Task goal:
Transcribe the complete listing exactly.

Dataset excerpts:
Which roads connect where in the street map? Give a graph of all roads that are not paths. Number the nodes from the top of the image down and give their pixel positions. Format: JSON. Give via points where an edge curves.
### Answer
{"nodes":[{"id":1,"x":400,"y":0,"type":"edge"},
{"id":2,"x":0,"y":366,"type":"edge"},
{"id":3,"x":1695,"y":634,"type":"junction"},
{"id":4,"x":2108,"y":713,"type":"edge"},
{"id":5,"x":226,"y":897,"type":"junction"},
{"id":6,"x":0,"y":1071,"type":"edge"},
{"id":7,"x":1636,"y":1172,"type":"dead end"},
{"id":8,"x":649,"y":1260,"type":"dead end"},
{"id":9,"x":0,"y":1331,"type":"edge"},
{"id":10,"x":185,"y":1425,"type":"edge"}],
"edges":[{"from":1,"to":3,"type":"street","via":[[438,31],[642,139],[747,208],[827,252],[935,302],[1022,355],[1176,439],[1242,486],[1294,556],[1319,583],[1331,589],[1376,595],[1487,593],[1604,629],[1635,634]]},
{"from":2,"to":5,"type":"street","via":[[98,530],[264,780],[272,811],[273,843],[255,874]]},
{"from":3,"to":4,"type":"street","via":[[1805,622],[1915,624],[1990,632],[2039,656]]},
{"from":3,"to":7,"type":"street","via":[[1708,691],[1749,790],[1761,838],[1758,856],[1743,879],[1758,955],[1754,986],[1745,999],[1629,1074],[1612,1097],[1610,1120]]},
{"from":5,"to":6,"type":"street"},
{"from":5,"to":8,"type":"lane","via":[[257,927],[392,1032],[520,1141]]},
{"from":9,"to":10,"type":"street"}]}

Solution to the exercise:
Which roads connect where in the street map? Give a graph of all roads that are not paths. Number the nodes from the top of the image down and give their pixel positions. Format: JSON. Give via points where an edge curves.
### Answer
{"nodes":[{"id":1,"x":400,"y":0,"type":"edge"},
{"id":2,"x":0,"y":366,"type":"edge"},
{"id":3,"x":1695,"y":634,"type":"junction"},
{"id":4,"x":2108,"y":713,"type":"edge"},
{"id":5,"x":226,"y":897,"type":"junction"},
{"id":6,"x":0,"y":1071,"type":"edge"},
{"id":7,"x":1636,"y":1172,"type":"dead end"},
{"id":8,"x":649,"y":1260,"type":"dead end"},
{"id":9,"x":0,"y":1331,"type":"edge"},
{"id":10,"x":185,"y":1425,"type":"edge"}],
"edges":[{"from":1,"to":3,"type":"street","via":[[438,31],[642,139],[747,208],[827,252],[935,302],[1022,355],[1176,439],[1242,486],[1294,556],[1319,583],[1331,589],[1376,595],[1487,593],[1604,629],[1635,634]]},
{"from":2,"to":5,"type":"street","via":[[98,530],[264,780],[272,811],[273,843],[255,874]]},
{"from":3,"to":4,"type":"street","via":[[1805,622],[1915,624],[1990,632],[2039,656]]},
{"from":3,"to":7,"type":"street","via":[[1708,691],[1749,790],[1761,838],[1758,856],[1743,879],[1758,955],[1754,986],[1745,999],[1629,1074],[1612,1097],[1610,1120]]},
{"from":5,"to":6,"type":"street"},
{"from":5,"to":8,"type":"lane","via":[[257,927],[392,1032],[520,1141]]},
{"from":9,"to":10,"type":"street"}]}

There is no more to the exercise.